Posted by adminwp | Mobile Home Community | Thursday 10 May 2012 11:10 pm

Published: Wednesday, May 9, 2012 at 5:16 p.m. Last Modified: Wednesday, May 9, 2012 at 5:16 p.m.

“Tale Winds” isn’t a publication you’d expect to inspire a lawsuit threat.

It’s just the residents’ monthly newsletter at Sarasota’s Winds of St. Armands North, a mobile home community on Tuttle Avenue. And it mostly has just what you might expect from a publication in a retirement-age neighborhood.

Tale Winds has announcements by residents about clubs and nature walks and golf outings and card games. It seeks volunteers to organize dances and movie get-togethers. There are thank-yous for the nice refreshments at neighborhood gatherings.
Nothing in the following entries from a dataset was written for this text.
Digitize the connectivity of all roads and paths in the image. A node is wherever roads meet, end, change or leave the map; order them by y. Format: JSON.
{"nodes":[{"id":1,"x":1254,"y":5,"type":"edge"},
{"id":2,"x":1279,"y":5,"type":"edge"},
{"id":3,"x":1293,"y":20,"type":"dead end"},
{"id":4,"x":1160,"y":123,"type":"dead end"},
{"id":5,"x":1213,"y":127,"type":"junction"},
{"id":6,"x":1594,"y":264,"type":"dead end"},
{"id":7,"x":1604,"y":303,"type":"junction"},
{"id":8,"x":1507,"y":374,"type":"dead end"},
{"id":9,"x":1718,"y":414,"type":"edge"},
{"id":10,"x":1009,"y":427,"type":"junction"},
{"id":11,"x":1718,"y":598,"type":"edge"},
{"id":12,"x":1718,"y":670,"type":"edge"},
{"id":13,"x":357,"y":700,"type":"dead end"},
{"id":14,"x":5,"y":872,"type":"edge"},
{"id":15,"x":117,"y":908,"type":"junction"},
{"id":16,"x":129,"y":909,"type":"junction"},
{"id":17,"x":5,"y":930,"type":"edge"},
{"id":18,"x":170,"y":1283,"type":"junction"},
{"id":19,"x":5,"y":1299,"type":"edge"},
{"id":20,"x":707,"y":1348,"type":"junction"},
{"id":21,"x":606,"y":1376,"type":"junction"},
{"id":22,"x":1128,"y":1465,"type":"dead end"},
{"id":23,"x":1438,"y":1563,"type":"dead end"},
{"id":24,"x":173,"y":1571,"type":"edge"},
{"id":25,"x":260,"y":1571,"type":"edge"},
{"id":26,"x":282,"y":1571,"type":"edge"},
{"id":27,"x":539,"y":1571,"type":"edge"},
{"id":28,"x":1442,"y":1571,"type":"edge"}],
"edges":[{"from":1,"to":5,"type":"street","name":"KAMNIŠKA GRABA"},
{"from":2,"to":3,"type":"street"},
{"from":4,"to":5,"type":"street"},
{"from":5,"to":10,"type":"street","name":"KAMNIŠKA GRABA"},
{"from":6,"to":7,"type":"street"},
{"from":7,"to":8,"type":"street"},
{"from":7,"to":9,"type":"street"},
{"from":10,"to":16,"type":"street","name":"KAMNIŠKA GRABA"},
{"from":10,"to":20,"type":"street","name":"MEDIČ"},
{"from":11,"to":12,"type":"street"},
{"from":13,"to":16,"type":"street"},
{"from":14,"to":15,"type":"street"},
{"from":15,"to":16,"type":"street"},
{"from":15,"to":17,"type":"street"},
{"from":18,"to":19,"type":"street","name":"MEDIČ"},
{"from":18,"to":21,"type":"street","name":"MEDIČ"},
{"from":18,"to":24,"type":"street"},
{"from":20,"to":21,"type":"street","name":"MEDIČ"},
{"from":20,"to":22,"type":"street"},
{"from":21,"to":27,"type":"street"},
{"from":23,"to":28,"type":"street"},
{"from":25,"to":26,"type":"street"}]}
So Lynn Ennis, the resident who puts it all together, was taken aback by the email she got last month from the property management administrator, Karen Castrischer.

So were some neighbors who heard about it. One had her son contact me.

The e-mail said among other things that the April edition had been removed from the community clubhouse, because of a column that Ennis writes herself, called “My Turn.”

Ennis uses the column to crab about potholes and various things she sees as maintenance issues that management may need to address.

Not that Ennis is a neatness stickler by nature. Her Oldsmoble is rusty and sun faded. The retired computer programmer’s mobile home is cluttered with stuff from her various hobbies. Boxes of yarn she uses to knit caps for newborns are everywhere.

But, Ennis says, ELS, the park owner and management company, sends out scary letters to lot renters when they slip up on weeding or mobile home maintenance, so fair is fair. Ennis, who has lived there since 1999, says she got at least one such letter about flower beds deemed to have too many weeds and her mobile home needing paint.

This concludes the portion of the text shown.